Greenhouse Internists is a community-based internal medicine practice employing five physicians in Philadelphia. In 2008, we had an active caseload of 8440 patients between 15 and 99 years of age. Of these patients, 68.6% were women; 59.5% were black, 29.8% were white, and 10.7% were another racial or ethnic group or were not identified. Our payer mix included 7.2% of payments from Medicaid (exclusively through Medicaid health maintenance organizations), 21.5% from Medicare (of which 14.0% were fee-for-service and 7.5% capitated), 64.7% from commercial insurers (34.5% fee-for-service and 30.2% capitated), and 6.5% from pay-for-performance programs. With the exclusion of copayments and fee-for-service payments received on behalf of patients in capitated plans, 35.2% of our total revenue came through capitation.

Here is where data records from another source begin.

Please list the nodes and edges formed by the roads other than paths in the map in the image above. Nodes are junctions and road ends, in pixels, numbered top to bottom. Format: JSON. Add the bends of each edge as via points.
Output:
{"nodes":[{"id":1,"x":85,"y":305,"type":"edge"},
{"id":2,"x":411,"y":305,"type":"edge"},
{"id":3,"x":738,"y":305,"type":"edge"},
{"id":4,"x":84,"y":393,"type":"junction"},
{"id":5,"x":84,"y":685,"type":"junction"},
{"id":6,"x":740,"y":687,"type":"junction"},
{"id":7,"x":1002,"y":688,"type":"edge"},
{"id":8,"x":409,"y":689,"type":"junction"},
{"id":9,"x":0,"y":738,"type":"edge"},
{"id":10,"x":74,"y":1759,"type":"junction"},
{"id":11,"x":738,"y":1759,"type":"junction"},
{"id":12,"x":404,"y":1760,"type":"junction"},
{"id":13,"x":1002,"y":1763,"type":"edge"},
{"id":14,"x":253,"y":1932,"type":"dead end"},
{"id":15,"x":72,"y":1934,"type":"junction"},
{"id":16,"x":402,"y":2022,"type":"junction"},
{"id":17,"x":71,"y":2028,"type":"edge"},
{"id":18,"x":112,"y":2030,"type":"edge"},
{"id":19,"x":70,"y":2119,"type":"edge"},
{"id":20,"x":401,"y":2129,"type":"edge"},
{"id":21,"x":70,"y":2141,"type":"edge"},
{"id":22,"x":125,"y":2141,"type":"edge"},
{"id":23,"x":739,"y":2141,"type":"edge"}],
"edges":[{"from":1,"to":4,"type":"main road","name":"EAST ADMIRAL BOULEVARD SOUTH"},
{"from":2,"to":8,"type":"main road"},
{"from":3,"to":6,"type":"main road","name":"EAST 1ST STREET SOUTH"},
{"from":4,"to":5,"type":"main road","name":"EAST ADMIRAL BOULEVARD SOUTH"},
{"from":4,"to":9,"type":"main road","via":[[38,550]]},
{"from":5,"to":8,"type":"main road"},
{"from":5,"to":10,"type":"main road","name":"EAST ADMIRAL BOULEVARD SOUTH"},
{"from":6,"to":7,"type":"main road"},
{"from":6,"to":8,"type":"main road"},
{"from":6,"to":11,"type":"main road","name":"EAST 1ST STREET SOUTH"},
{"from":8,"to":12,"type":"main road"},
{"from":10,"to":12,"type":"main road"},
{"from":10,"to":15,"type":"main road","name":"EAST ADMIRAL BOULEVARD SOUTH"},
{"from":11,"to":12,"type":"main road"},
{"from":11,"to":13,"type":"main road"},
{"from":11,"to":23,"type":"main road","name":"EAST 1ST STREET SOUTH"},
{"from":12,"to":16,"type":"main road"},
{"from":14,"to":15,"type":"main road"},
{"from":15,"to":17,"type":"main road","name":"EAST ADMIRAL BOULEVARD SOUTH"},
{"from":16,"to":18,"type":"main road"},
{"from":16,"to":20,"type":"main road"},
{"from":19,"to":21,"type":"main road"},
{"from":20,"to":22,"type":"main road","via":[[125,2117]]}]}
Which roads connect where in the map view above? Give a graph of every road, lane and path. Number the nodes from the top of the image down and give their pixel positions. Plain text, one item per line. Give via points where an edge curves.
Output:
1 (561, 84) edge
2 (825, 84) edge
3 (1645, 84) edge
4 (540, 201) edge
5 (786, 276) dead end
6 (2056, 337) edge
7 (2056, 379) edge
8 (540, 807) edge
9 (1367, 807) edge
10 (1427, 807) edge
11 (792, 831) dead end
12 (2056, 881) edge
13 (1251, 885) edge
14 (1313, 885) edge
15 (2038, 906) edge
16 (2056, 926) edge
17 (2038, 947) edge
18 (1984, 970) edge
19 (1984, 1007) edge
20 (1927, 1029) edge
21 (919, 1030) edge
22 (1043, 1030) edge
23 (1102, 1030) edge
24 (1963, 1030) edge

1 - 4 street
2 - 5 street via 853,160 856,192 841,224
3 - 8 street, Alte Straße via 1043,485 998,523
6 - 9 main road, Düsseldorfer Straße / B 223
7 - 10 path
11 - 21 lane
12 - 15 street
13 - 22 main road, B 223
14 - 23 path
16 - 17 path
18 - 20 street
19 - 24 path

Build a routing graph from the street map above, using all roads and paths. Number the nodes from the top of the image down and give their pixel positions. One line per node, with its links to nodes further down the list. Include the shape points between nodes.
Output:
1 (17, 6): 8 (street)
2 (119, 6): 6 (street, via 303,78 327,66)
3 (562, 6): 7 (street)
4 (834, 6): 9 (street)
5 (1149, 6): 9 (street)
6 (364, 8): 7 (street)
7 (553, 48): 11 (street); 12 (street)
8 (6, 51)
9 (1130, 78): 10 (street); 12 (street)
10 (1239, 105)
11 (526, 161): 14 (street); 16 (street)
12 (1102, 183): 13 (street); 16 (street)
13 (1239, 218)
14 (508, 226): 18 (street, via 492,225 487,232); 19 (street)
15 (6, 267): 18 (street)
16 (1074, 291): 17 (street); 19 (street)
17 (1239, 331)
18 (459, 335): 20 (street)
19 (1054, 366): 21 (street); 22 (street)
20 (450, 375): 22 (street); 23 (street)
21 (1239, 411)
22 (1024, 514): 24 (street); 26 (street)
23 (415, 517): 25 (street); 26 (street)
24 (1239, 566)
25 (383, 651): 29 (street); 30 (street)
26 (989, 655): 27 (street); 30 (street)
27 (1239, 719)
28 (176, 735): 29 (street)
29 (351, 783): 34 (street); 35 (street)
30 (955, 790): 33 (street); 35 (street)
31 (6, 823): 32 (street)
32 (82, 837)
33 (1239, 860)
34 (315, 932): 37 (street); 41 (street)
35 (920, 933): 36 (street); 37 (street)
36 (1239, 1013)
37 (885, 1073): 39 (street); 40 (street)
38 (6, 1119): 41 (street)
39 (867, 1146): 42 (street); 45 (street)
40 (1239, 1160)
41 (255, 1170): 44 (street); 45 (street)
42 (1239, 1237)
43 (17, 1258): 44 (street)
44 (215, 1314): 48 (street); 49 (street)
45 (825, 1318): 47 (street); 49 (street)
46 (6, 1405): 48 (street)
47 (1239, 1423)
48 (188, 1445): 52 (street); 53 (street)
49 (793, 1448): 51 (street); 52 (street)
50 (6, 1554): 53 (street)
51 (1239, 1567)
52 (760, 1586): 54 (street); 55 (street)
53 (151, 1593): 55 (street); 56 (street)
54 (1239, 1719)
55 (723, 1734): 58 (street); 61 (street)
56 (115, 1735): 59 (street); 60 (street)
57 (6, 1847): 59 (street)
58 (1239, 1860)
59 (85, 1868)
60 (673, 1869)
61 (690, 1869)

Throughout 2008, our physicians provided 118.5 scheduled visit-hours per week, ranging from 15 to 31 weekly hours each. We regard this schedule as equivalent to the work of four full-time physicians, with physicians typically working 50 to 60 hours per week. Our staff included four medical assistants, five front-desk staff, one business manager, one billing manager, one health educator (hired midyear), and two full-time clerical staff. Our staffing ratio was approximately 3.5 full-time support staff per full-time physician. We had no nurses or midlevel practitioners. We saw patients from 7 a.m. to 7 or 8 p.m. on weekdays and from 8 a.m. to noon on Saturdays and did not provide hospital care.

 

Methods

We use an electronic health record, which we adopted in July 20043 and use exclusively to store, retrieve, and manage clinical information. Our electronic system came with 24 “document types” that function like tabs in a paper chart to organize documents, dividing clinical information into categories such as “office visit,” “phone note,” “lab report,” and “imaging.” Since all data about patients is stored in the electronic record (either as structured data or as scanned PDFs) and each document is signed electronically by a physician, we are able to measure accurately the volume of documents, which serve as proxies for clinical activities, in a given time period. We queried our electronic health record for the volume of various document types during the 2008 calendar year. We performed a detailed review of all telephone calls and e-mails during a 1-week convenience sample to describe the work, content, and actions associated with these activities.

 

The Work of Primary Care

Document Types

The volume and types of documents that we receive, process, and create are listed in Table 1, reported as the number of services per visit, per physician per day, and per patient per year. Some high-volume categories of documents are not reported, largely because they are not carefully indexed. Such documents include administrative forms (e.g., for physical examinations for work, camp, and school and Family Medical Leave Act forms), correspondence received from health plans (e.g., disease-management letters), and reports on home care and physical therapy. Although such documents are not reported here, they represent a substantial amount of work in a practice.4 It is illuminating to describe the work by physicians that is associated with taking responsibility for these documents.

Telephone Calls

Telephone calls that were determined to be of sufficient clinical import to engage a physician averaged 23.7 per physician per day, with 79.7% of such calls handled directly by physicians.